Family conversations usually focused on current events, Dodd says, although the lessons of Nuremberg and World War II were central to the way his father explained them. So, too, was his Catholic faith, according to Dodd's older sister Martha Buonanno.

"My parents were active churchgoers. They really practiced their religion," says Ms. Buonanno. "Social justice issues were very important to them. You can't grow up listening to that stuff without assimilating it."

Indeed, Dodd says his passion for the law, social justice, and working for the common good comes from the way he was raised. They help form what he calls his "DNA" and have also prompted his run for the presidency.

"I thought about how my father would react [to the Guantánamo detention camp and Abu Ghraib and secret prisons,]" he writes in "Letters From Nuremberg." "I felt I had to press the fight further."

A peace corps 'epiphany'

After graduating from a Jesuit prep school outside Washington, Dodd went on to Providence College in Rhode Island, a Catholic school run by Dominican friars. From there, he went on to serve two years in the Peace Corps in the mountains of the Dominican Republic.
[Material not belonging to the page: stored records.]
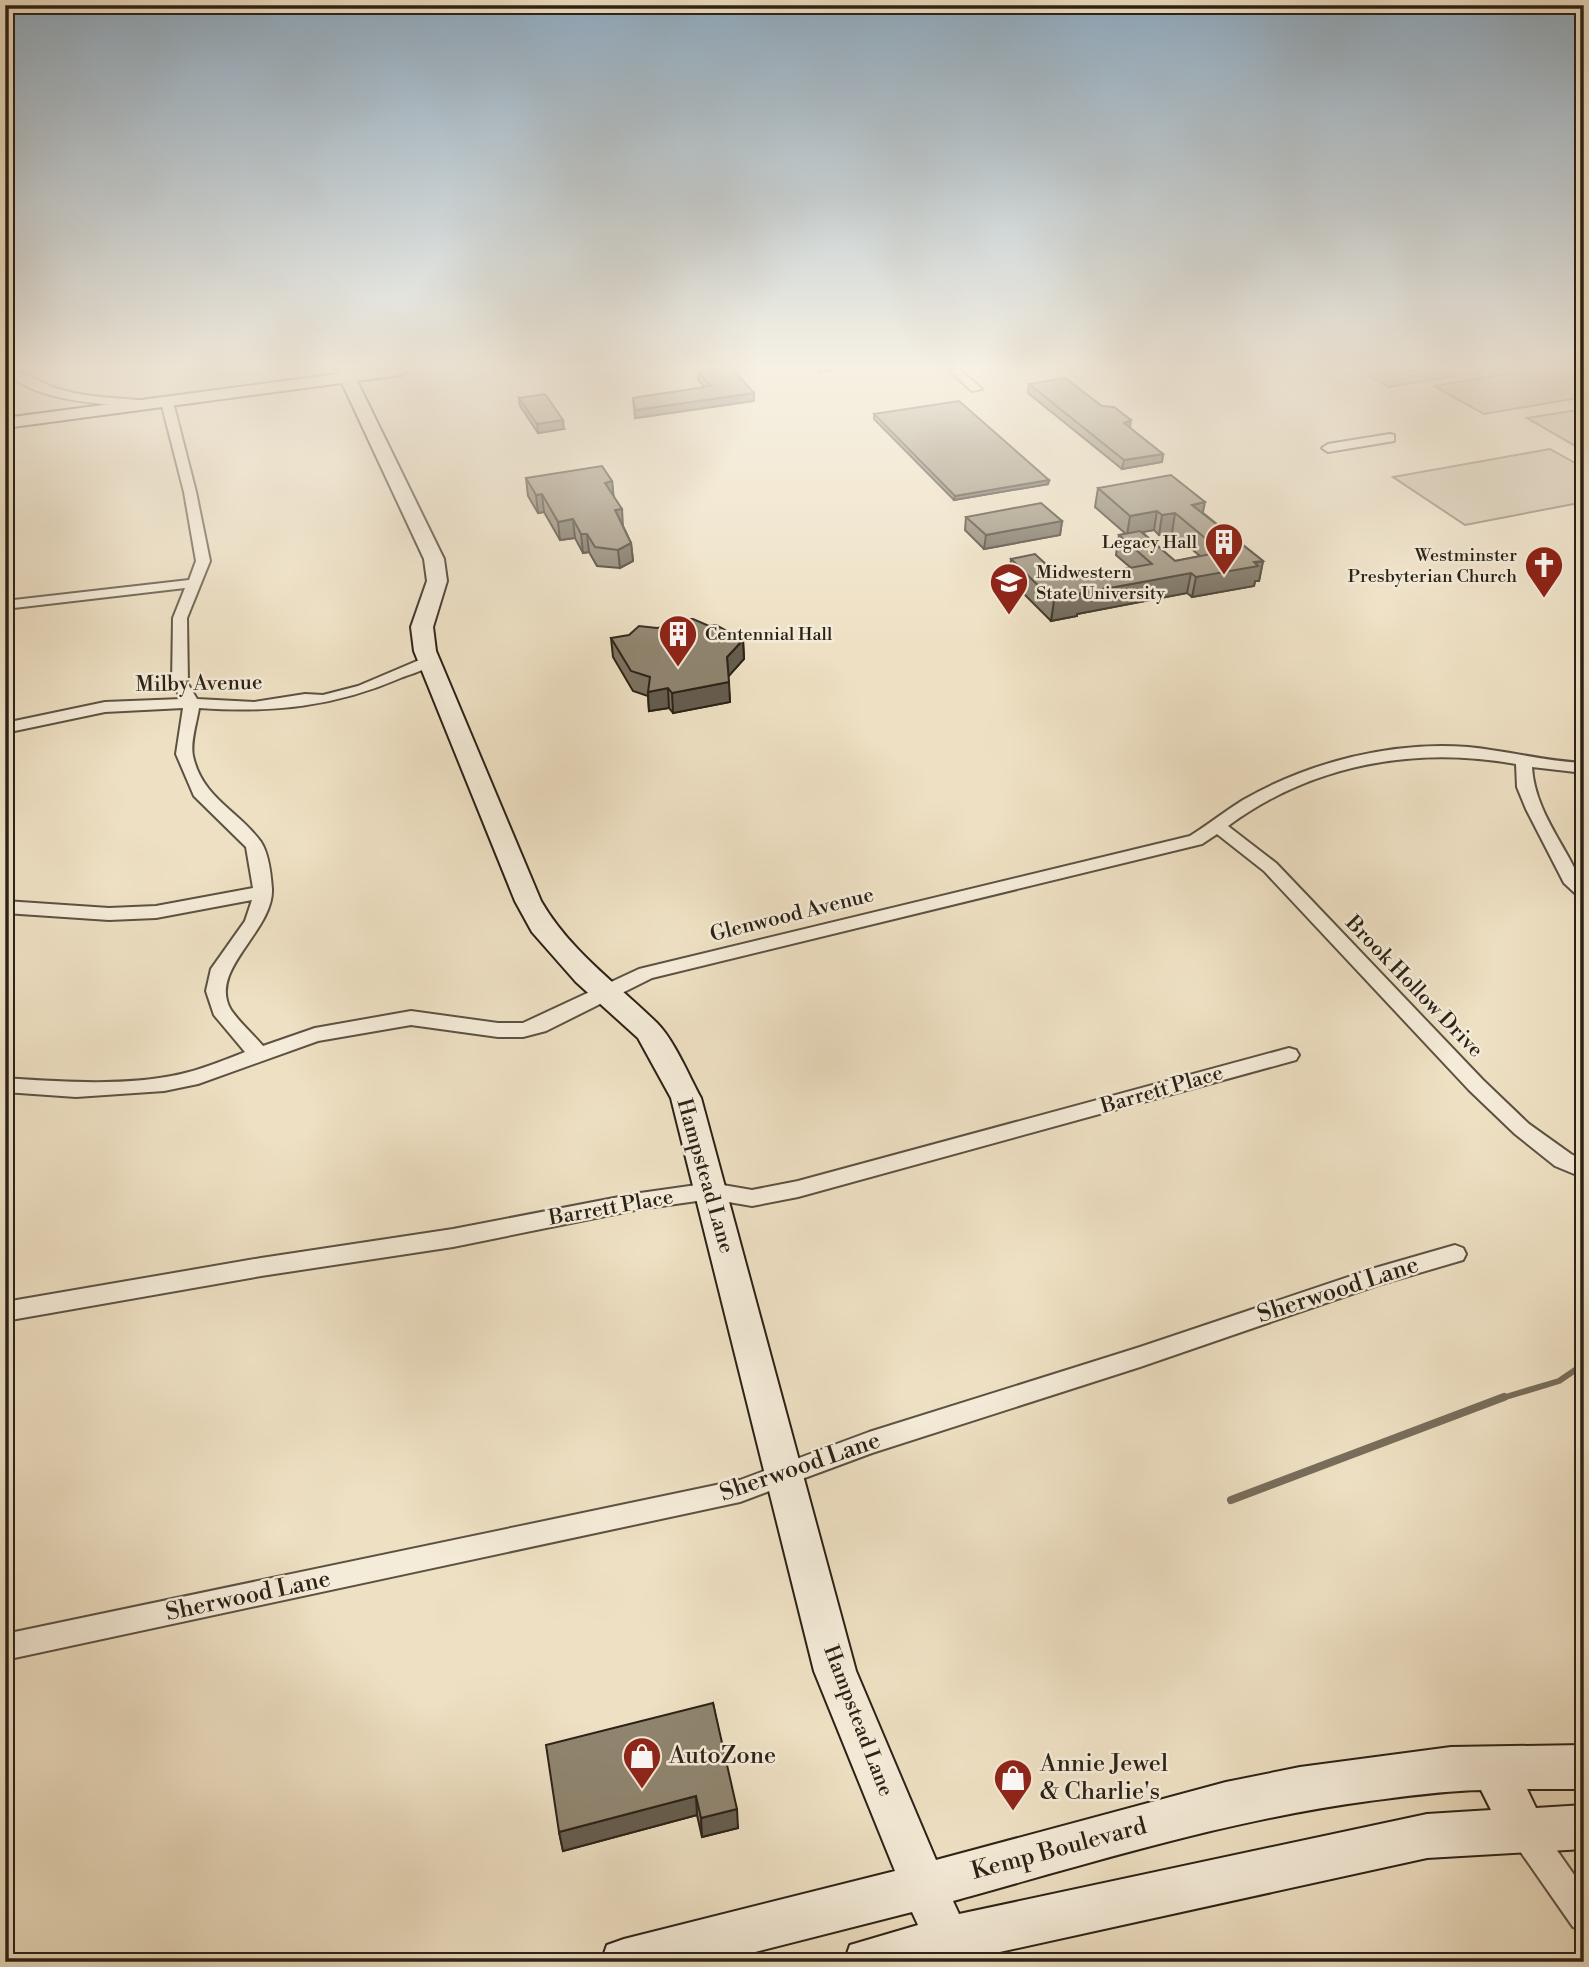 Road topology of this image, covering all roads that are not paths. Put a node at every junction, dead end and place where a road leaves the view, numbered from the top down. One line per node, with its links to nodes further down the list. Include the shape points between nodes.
1 (178, 462): 3 (street, via 203,561)
2 (387, 462): 5 (street, Hampstead Lane, via 434,559 437,581 422,627)
3 (195, 583): 4 (street); 6 (street, via 180,618 180,684)
4 (5, 605)
5 (429, 660): 6 (street, Milby Avenue, via 363,689 323,700 236,708); 14 (street, Hampstead Lane, via 535,915)
6 (192, 703): 7 (street, Milby Avenue, via 105,707); 12 (street, via 184,754 200,792 254,845)
7 (5, 728)
8 (1524, 760): 9 (street, Glenwood Avenue); 10 (street, Glenwood Avenue, via 1413,751 1361,759 1256,800); 11 (street, via 1525,788 1534,809 1573,883)
9 (1584, 768)
10 (1218, 827): 14 (street, Glenwood Avenue, via 1196,840 646,973); 18 (street, Brook Hollow Drive, via 1270,867 1522,1129)
11 (1584, 891)
12 (263, 892): 13 (street, via 156,912 109,914); 15 (street, via 254,922 221,969 216,991 221,1010)
13 (5, 907)
14 (606, 994): 15 (street, Glenwood Avenue, via 523,1030 411,1018 334,1030); 19 (street, Hampstead Lane, via 649,1032 686,1098)
15 (258, 1054): 17 (street, Glenwood Avenue, via 164,1084 76,1090)
16 (1289, 1055): 19 (street, Barrett Place, via 798,1189 752,1198)
17 (5, 1085)
18 (1584, 1170)
19 (711, 1191): 21 (street, Barrett Place); 22 (street, Hampstead Lane)
20 (1455, 1254): 22 (street, Sherwood Lane)
21 (5, 1312)
22 (783, 1474): 23 (street, Sherwood Lane, via 740,1491); 28 (street, Hampstead Lane, via 835,1671)
23 (5, 1647)
24 (1584, 1767): 25 (street, Kemp Boulevard)
25 (1493, 1768): 27 (street); 28 (street, Kemp Boulevard, via 1376,1777 1263,1796)
26 (1584, 1826): 27 (street)
27 (1523, 1829): 29 (street); 30 (street, via 1427,1836)
28 (924, 1886): 30 (street, Hampstead Lane); 31 (street, Kemp Boulevard)
29 (1584, 1916)
30 (951, 1951): 32 (street)
31 (624, 1962)
32 (867, 1962)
He helped build a school, a maternity clinic, and a youth organization. He also urged everyone he could to get an education, according to Domingo Tejada. He was a teenager "going nowhere" when Dodd came to his small village and lived with his family.

"Christopher pressed me to learn English so I could build a better life," says Mr. Tejada, who now owns a real estate company in Reading, Pa. "I am who I am today because of Christopher Dodd. He helped me and a lot of people in my country."
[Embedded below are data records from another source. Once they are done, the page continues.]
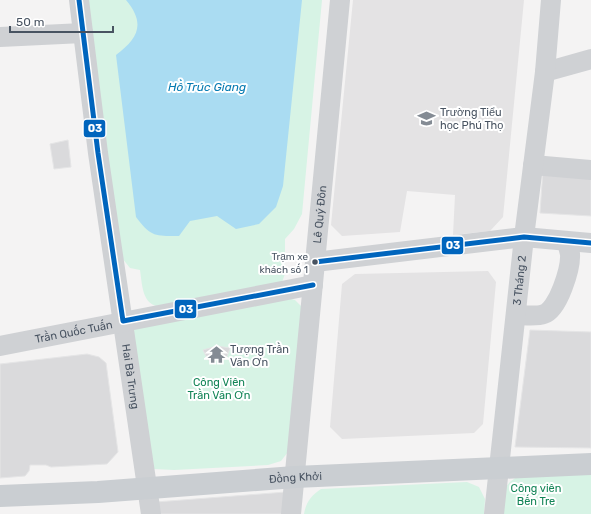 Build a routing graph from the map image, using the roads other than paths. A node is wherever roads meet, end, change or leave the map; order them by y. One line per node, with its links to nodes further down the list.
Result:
1 (79, 0): 4 (street, Hai Bà Trưng)
2 (340, 0): 13 (street, Lê Quý Đôn)
3 (551, 0): 7 (street, 3 Tháng 2)
4 (83, 33): 5 (street); 16 (street, Hai Bà Trưng)
5 (0, 37)
6 (591, 59): 7 (street)
7 (545, 72): 8 (street, 3 Tháng 2)
8 (533, 165): 9 (street); 10 (street, 3 Tháng 2)
9 (591, 170)
10 (524, 237): 11 (street); 13 (street); 15 (street, 3 Tháng 2)
11 (567, 242): 12 (street); 15 (street)
12 (591, 243)
13 (315, 262): 14 (street, Lê Quý Đôn)
14 (313, 285): 16 (street, Trần Quốc Tuấn); 20 (street, Lê Quý Đôn)
15 (516, 315): 19 (street, 3 Tháng 2)
16 (123, 321): 17 (street, Trần Quốc Tuấn); 21 (street, Hai Bà Trưng)
17 (0, 346)
18 (591, 464): 19 (main road, Đồng Khởi)
19 (499, 469): 20 (main road, Đồng Khởi); 25 (street, 3 Tháng 2)
20 (295, 477): 21 (main road, Đồng Khởi); 24 (street, Lê Quý Đôn)
21 (148, 488): 22 (main road, Đồng Khởi); 23 (street, Hai Bà Trưng)
22 (0, 496)
23 (151, 514)
24 (291, 514)
25 (494, 514) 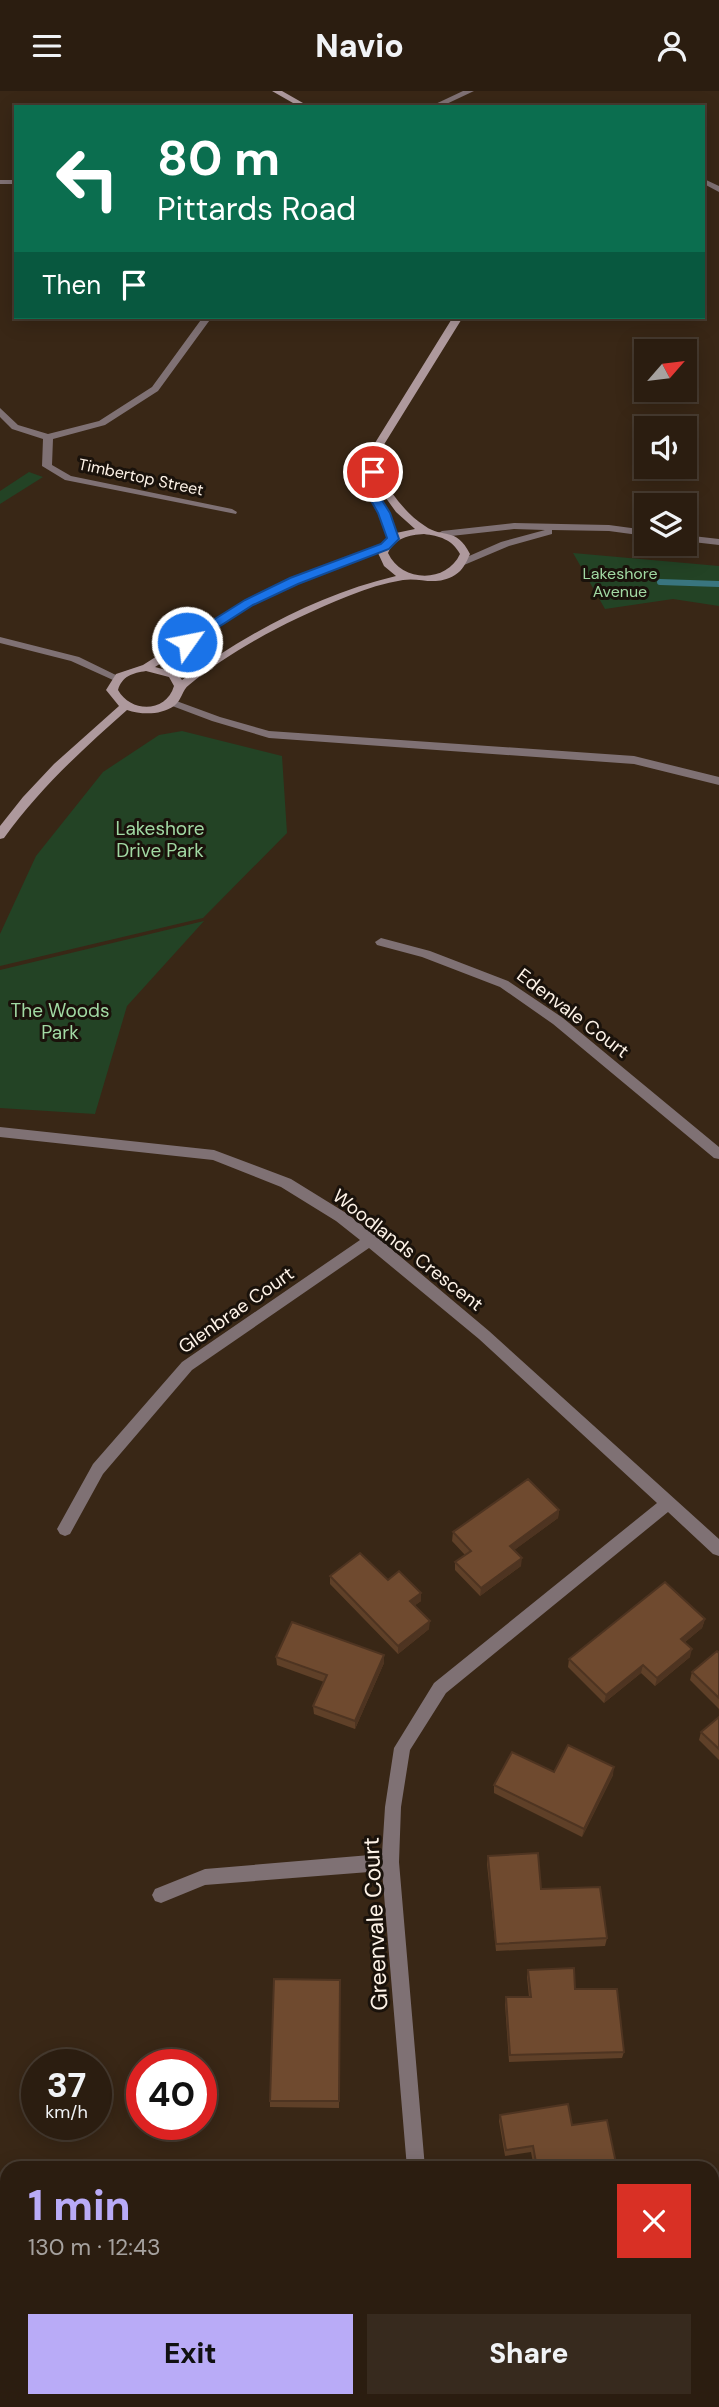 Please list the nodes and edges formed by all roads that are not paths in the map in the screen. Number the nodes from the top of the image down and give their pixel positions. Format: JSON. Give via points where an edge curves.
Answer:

On the campaign trail, Dodd repeatedly refers to his Peace Corps experience. At Briar Cliff University in Sioux City, Dodd tells a crowd of more than 100 that he came home a "very changed person."

"It was my epiphany: I remembered what it was to be an American, to be optimistic and confident even at a time [when] the Vietnam War was raging and we were divided," he says. "There was a sense that we were doing good things for our country and for others."
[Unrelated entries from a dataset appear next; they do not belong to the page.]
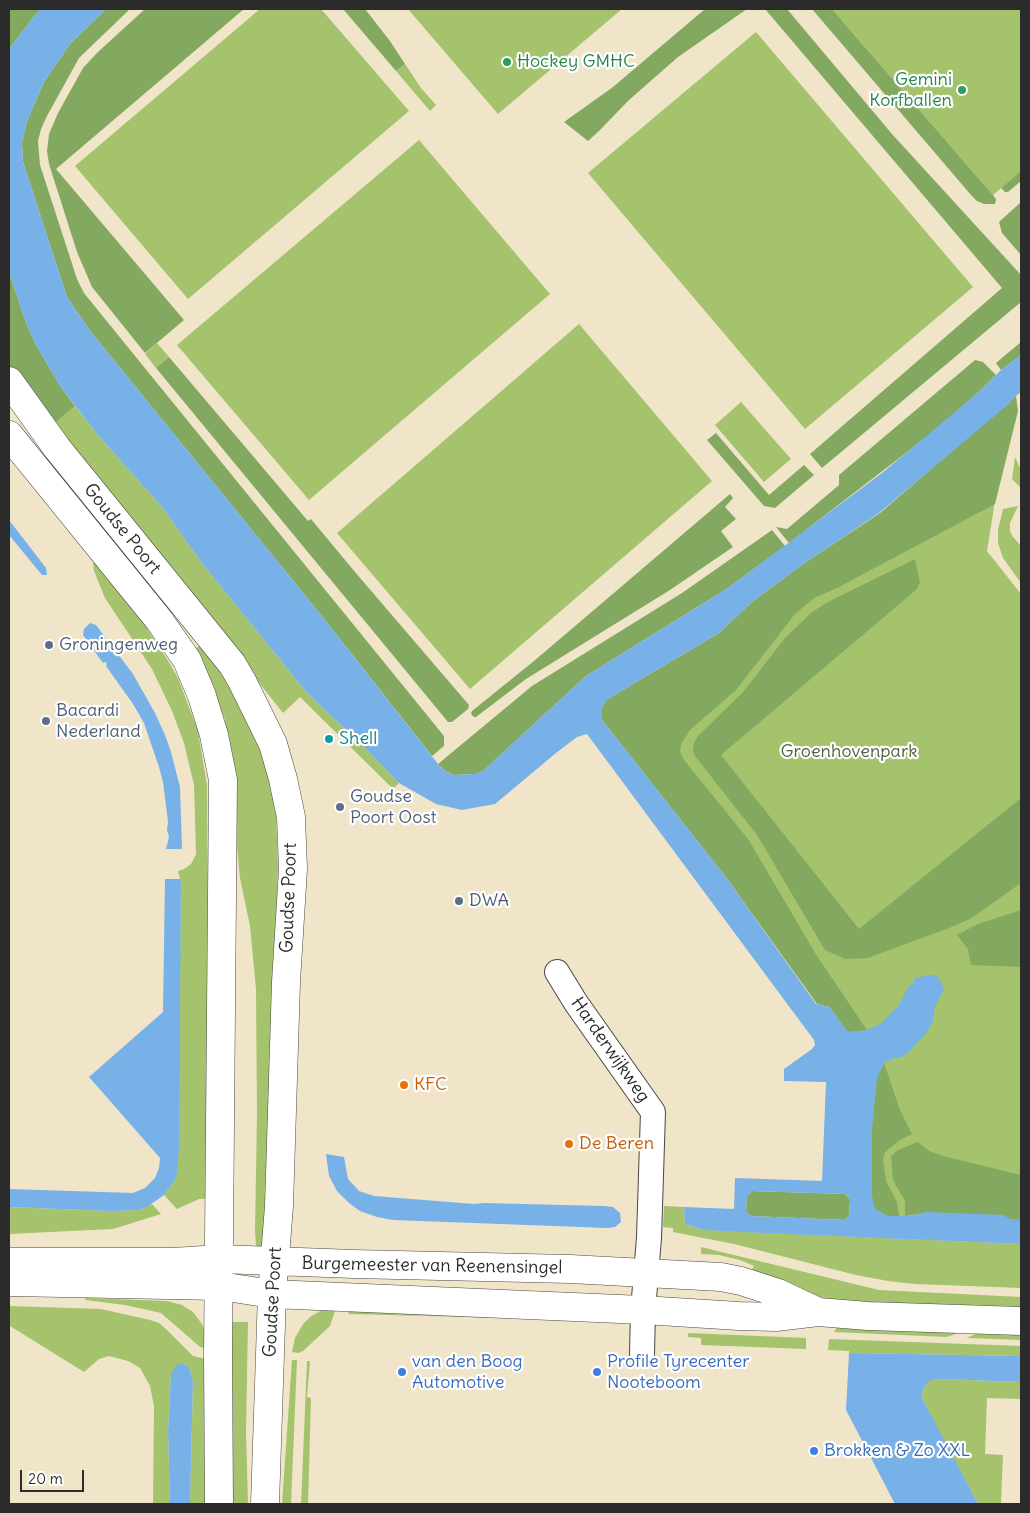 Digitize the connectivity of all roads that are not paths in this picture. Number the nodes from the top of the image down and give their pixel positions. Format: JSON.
{"nodes":[{"id":1,"x":9,"y":380,"type":"edge"},
{"id":2,"x":9,"y":435,"type":"edge"},
{"id":3,"x":557,"y":972,"type":"dead end"},
{"id":4,"x":9,"y":1262,"type":"edge"},
{"id":5,"x":276,"y":1262,"type":"junction"},
{"id":6,"x":220,"y":1272,"type":"junction"},
{"id":7,"x":647,"y":1272,"type":"junction"},
{"id":8,"x":9,"y":1282,"type":"edge"},
{"id":9,"x":272,"y":1294,"type":"junction"},
{"id":10,"x":643,"y":1310,"type":"junction"},
{"id":11,"x":818,"y":1312,"type":"junction"},
{"id":12,"x":1021,"y":1320,"type":"edge"},
{"id":13,"x":642,"y":1354,"type":"dead end"},
{"id":14,"x":219,"y":1504,"type":"edge"},
{"id":15,"x":265,"y":1504,"type":"edge"}],
"edges":[{"from":1,"to":5,"type":"main road","name":"Goudse Poort"},
{"from":2,"to":6,"type":"main road","name":"Goudse Poort"},
{"from":3,"to":7,"type":"street","name":"Harderwijkweg"},
{"from":4,"to":6,"type":"main road","name":"Burgemeester van Reenensingel"},
{"from":5,"to":6,"type":"main road","name":"Burgemeester van Reenensingel"},
{"from":5,"to":7,"type":"main road","name":"Burgemeester van Reenensingel"},
{"from":5,"to":9,"type":"main road","name":"Goudse Poort"},
{"from":6,"to":8,"type":"main road","name":"Burgemeester van Reenensingel"},
{"from":6,"to":9,"type":"main road","name":"Burgemeester van Reenensingel"},
{"from":6,"to":14,"type":"main road","name":"Goudse Poort"},
{"from":7,"to":10,"type":"street","name":"Harderwijkweg"},
{"from":7,"to":11,"type":"main road","name":"Burgemeester van Reenensingel"},
{"from":9,"to":10,"type":"main road","name":"Burgemeester van Reenensingel"},
{"from":9,"to":15,"type":"main road","name":"Goudse Poort"},
{"from":10,"to":11,"type":"main road","name":"Burgemeester van Reenensingel"},
{"from":10,"to":13,"type":"street"},
{"from":11,"to":12,"type":"main road","name":"Burgemeester van Reenensingel"}]}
From the Peace Corps, Dodd went to law school and served in the Army National Guard and the Reserve during the 1960s and '70s. He earned a law degree at the University of Louisville in Kentucky, and in 1974, he was elected to the US House of Representatives from Connecticut. He easily won reelection and went on to serve in the US Senate starting in 1980.

After a divorce from his first wife in 1982, Dodd was known as one of the Senate's most eligible bachelors, dating the likes of Bianca Jagger and Carrie Fisher. At the same time, he earned the reputation as "the children's senator" for his fierce advocacy of education, child-care, and family issues.

In 1999, he married Jackie Clegg, the former chief operating officer of the Export-Import Bank of the United States. Their daughter Grace is now 6 years old, and Christina is 2. "I'm probably the only presidential candidate who receives regular mailings from both the AARP and diaper services," he jokes.